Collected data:
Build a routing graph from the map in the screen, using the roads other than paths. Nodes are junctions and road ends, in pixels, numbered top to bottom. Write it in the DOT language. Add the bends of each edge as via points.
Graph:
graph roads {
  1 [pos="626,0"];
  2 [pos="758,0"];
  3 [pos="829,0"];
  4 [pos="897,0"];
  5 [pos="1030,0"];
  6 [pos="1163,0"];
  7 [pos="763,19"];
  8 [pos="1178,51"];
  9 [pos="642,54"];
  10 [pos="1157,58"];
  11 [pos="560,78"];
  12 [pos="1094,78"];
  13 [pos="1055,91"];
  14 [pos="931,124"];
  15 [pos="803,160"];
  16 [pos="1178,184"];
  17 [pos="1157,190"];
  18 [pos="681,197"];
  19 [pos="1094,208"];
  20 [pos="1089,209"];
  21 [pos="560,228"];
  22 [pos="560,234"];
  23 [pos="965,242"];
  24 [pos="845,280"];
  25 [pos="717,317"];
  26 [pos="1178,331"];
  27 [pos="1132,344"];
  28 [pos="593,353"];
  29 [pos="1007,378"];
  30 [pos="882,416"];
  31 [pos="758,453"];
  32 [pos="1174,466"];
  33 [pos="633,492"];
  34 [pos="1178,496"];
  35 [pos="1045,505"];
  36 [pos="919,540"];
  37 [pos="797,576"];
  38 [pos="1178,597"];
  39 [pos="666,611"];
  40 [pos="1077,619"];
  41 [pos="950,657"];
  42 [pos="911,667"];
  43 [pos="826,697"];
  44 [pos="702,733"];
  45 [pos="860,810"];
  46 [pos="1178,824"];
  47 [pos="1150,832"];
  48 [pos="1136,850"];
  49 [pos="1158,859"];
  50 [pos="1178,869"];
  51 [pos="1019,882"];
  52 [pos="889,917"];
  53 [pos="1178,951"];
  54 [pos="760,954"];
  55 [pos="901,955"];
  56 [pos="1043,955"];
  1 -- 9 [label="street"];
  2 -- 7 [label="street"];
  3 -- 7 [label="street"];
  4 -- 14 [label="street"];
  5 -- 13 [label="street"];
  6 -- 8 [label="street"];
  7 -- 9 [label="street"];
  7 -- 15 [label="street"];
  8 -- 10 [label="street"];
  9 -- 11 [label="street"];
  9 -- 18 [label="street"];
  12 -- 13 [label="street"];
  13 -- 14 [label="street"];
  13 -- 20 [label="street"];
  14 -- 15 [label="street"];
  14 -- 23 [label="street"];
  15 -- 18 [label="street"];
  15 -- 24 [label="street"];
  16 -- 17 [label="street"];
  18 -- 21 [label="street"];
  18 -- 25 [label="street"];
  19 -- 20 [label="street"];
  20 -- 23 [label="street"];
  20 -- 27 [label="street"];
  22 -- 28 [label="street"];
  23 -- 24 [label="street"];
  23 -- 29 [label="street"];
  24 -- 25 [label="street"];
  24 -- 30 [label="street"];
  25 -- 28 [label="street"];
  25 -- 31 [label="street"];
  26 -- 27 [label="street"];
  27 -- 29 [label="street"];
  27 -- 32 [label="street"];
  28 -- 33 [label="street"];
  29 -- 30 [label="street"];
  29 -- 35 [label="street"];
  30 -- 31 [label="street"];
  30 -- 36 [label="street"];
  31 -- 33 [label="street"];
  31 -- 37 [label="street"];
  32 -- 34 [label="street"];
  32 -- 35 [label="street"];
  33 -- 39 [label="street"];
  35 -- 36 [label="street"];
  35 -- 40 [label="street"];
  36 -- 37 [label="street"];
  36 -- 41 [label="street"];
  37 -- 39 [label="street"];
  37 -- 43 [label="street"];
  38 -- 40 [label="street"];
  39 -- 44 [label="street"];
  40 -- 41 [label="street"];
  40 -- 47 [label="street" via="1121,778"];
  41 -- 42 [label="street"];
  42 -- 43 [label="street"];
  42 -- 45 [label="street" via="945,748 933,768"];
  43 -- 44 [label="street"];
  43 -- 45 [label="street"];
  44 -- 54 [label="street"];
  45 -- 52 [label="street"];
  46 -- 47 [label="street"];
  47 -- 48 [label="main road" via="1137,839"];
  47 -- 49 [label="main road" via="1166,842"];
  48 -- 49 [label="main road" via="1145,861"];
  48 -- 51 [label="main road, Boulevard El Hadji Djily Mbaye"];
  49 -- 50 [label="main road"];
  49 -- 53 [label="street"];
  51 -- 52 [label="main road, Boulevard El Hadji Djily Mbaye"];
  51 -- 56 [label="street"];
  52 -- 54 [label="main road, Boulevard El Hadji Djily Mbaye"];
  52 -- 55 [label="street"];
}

Exercise requirements: Show the lines from the data above that contain the string "Djily".

Exercise answer:
  48 -- 51 [label="main road, Boulevard El Hadji Djily Mbaye"];
  51 -- 52 [label="main road, Boulevard El Hadji Djily Mbaye"];
  52 -- 54 [label="main road, Boulevard El Hadji Djily Mbaye"];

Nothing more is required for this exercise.